In [1]:
import numpy as np
import pandas as pd

import tsfresh
from tsfresh import extract_features, select_features
from tsfresh.utilities.dataframe_functions import impute

## Daten vorbereiten

Ziel: Dataframe in der Form
| id | time | Schleppfehler | Motormoment | Winkelposition | Geschwindigkeit |
|----|------|----------|----------|----------|--------|
| 0  | 0    | 0.1      | 0.2    | 0.3      | 0.4    |
| 0  | 1    | 0.2      | 0.3    | 0.4      | 0.5    |
| 0  | 2    | 0.3      | 0.4    | 0.5      | 0.6    |
| ...| ...  | ...      | ...    | ...      | ...    |
| 1  | 0    | 0.2      | 0.3    | 0.4      | 0.5    |
| 1  | 1    | 0.3      | 0.4    | 0.5      | 0.6    |
| 1  | 2    | 0.4      | 0.5    | 0.6      | 0.7    |
| ...| ...  | ...      | ...    | ...      | ...    |
| 298 | 0   | 0.3      | 0.4    | 0.5      | 0.6    |
| 298 | 1   | 0.4      | 0.5    | 0.6      | 0.7    |
| 298 | 2   | 0.5      | 0.6    | 0.7      | 0.8    |
| ...| ...  | ...      | ...    | ...      | ...    |

Der Dataframe enthält alle Zeitreihen von allen Samples. Die Samples sind durch die id gekennzeichnet.  
Die Timestamps für die Zeitreihen steht in der Spalte time.  
Die Features sind durch die Spalten gekennzeichnet.

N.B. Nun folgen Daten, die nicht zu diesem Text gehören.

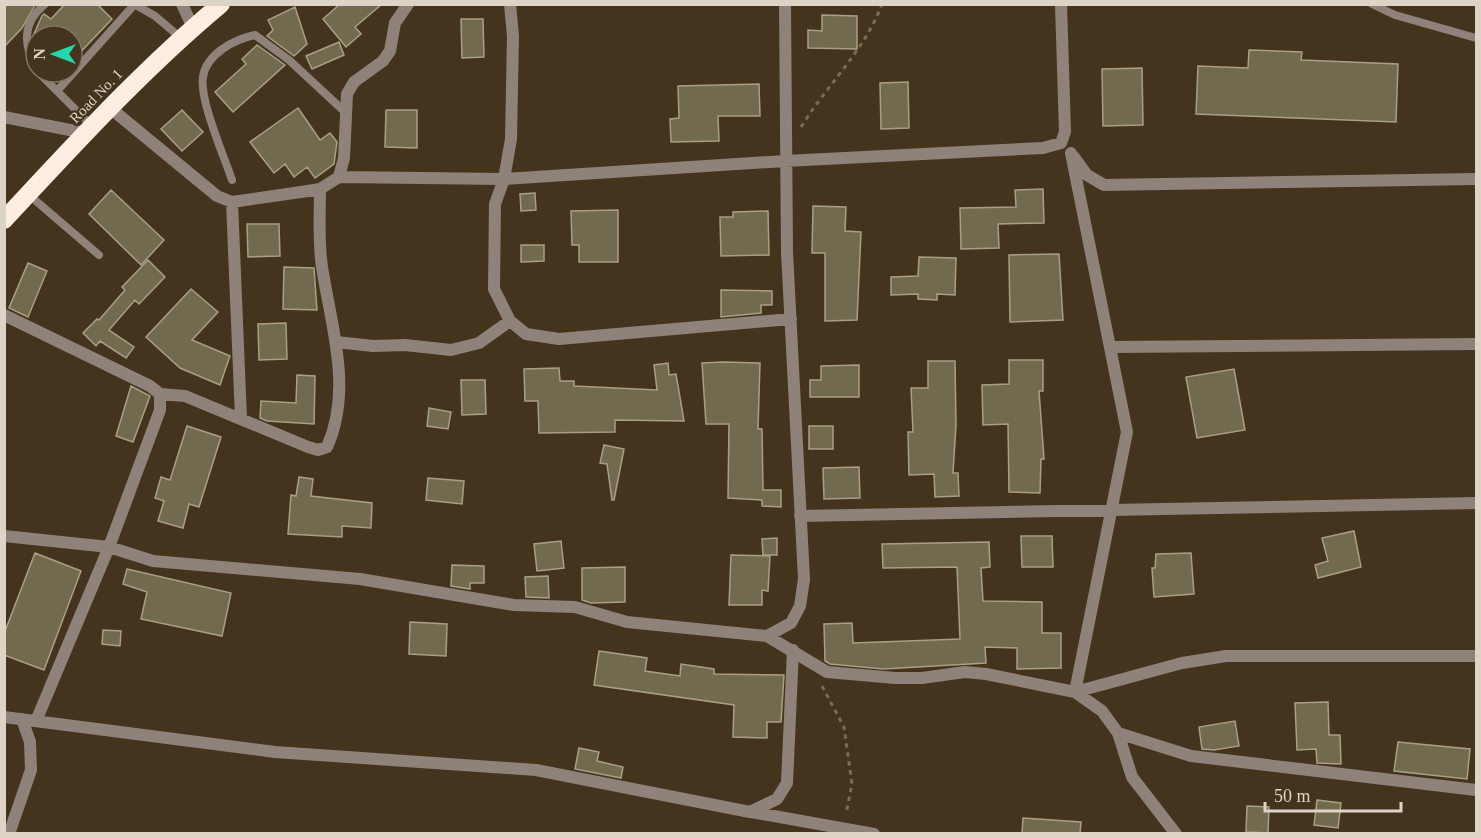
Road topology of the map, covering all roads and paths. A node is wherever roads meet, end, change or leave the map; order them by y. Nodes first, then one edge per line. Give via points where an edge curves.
1 (45, 4) edge
2 (134, 4) edge
3 (182, 4) edge
4 (221, 4) edge
5 (408, 4) edge
6 (510, 4) edge
7 (785, 4) edge
8 (882, 4) edge
9 (1061, 4) edge
10 (1372, 4) edge
11 (32, 24) edge
12 (187, 33) junction
13 (1476, 38) edge
14 (50, 84) edge
15 (57, 91) junction
16 (109, 107) junction
17 (345, 112) junction
18 (4, 117) edge
19 (88, 130) junction
20 (1061, 143) junction
21 (1071, 153) junction
22 (785, 161) junction
23 (339, 177) junction
24 (504, 179) junction
25 (1476, 179) edge
26 (232, 180) dead end
27 (320, 189) junction
28 (28, 195) junction
29 (232, 202) junction
30 (4, 220) edge
31 (99, 255) dead end
32 (4, 315) edge
33 (791, 319) junction
34 (510, 321) junction
35 (336, 342) junction
36 (1476, 344) edge
37 (1110, 347) junction
38 (160, 394) junction
39 (241, 418) junction
40 (1476, 503) edge
41 (1111, 512) junction
42 (800, 516) junction
43 (4, 536) edge
44 (109, 547) junction
45 (767, 636) junction
46 (793, 650) junction
47 (1476, 656) edge
48 (820, 685) dead end
49 (1075, 692) junction
50 (4, 717) edge
51 (22, 719) junction
52 (36, 721) junction
53 (1118, 733) junction
54 (1476, 790) edge
55 (750, 812) junction
56 (845, 829) junction
57 (9, 834) edge
58 (874, 834) edge
59 (1176, 834) edge

1 - 11 lane
2 - 12 lane
2 - 15 lane
3 - 12 street
4 - 12 highway, Road No. 1
5 - 17 street via 395,23 390,51 383,61 354,82 347,94
6 - 24 street via 513,92
7 - 22 street
8 - 22 path via 874,27 821,95
9 - 20 street via 1065,132
10 - 13 lane via 1395,15
12 - 16 highway, Road No. 1
14 - 15 lane
15 - 19 lane
16 - 19 highway, Road No. 1
16 - 29 street via 217,196
17 - 23 street via 344,158
17 - 26 lane via 289,60 255,35 222,48 203,74 202,90
18 - 19 street
19 - 28 highway, Road No. 1
20 - 21 street
20 - 22 street via 1042,148
21 - 25 street via 1087,175 1104,185
21 - 37 street
22 - 24 street
22 - 33 street
23 - 24 street
23 - 27 street
24 - 34 street via 495,204 494,289
27 - 29 street
27 - 35 street via 322,266
28 - 30 highway, Road No. 1
28 - 31 lane
29 - 39 street
32 - 38 street
33 - 34 street via 559,339 526,334
33 - 42 street
34 - 35 street via 479,343 451,350
35 - 39 street via 340,369 337,412 327,447 308,447
36 - 37 street
37 - 41 street via 1127,432
38 - 39 street via 185,396
38 - 44 street via 160,410
40 - 41 street
41 - 42 street
41 - 49 street
42 - 45 street via 804,579 800,606 791,623
43 - 44 street
44 - 45 street via 153,561 360,579 514,605 575,608 627,622
44 - 52 street
45 - 46 street
46 - 49 street via 826,672 922,678 965,672
46 - 55 street via 787,783 777,799
47 - 49 street via 1226,656 1182,663
48 - 56 path via 844,727 852,784
49 - 53 street via 1102,711
50 - 51 street
51 - 52 street
51 - 57 street via 30,742 31,770
52 - 55 street via 275,752 536,770
53 - 54 street via 1191,756
53 - 59 street via 1132,777
55 - 56 street
56 - 58 street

Siehe: https://tsfresh.readthedocs.io/en/latest/text/data_formats.html

In [None]:
filename = '...'

multivar_data_np = np.load(filename, allow_pickle=True)
features = multivar_data_np[:, 0]
labels = multivar_data_np[:, 1]

angles = pd.Series([row[4] for row in labels], name="...")

angles.to_pickle("...")

num_samples = features.shape[0]

channel_names = ['...']
length = 1212

In [None]:
all_samples_and_time_series = {}

all_samples_and_time_series["Index"] = [i for i in range(num_samples) for j in range(length)] # [0, 0, 0, ..., 1, 1, 1, ...]
all_samples_and_time_series["Timestamp"] = [i for i in range(length)] * num_samples # [0, 1, 2, ..., 0, 1, 2, ...]

# Init lists for the different time series (channels)
for channel in channel_names[1:]:
    all_samples_and_time_series[channel] = []

for sample in features:
    for c_idx, channel in enumerate(channel_names[1:]):
        all_samples_and_time_series[channel] += list(sample[:, c_idx+1][:length])

df = pd.DataFrame(all_samples_and_time_series)

In [None]:
df

In [None]:
df.describe()

In [None]:
#df.to_pickle("...")

## Feature Extraction

Feature Extraction und Feature Selection mit tsfresh.  
tsfresh.extract_relevant_features macht dasselbe wie extract_features + impute + select_features.  

Extrahierte Features: https://tsfresh.readthedocs.io/en/latest/text/list_of_features.html

In [None]:
#extracted_features = extract_features(timeseries, column_id="id", column_sort="time")
#
#impute(extracted_features)
#features_filtered = select_features(extracted_features, y)

In [None]:
features = tsfresh.extract_relevant_features(df, angles, column_id="Index", column_sort="Timestamp")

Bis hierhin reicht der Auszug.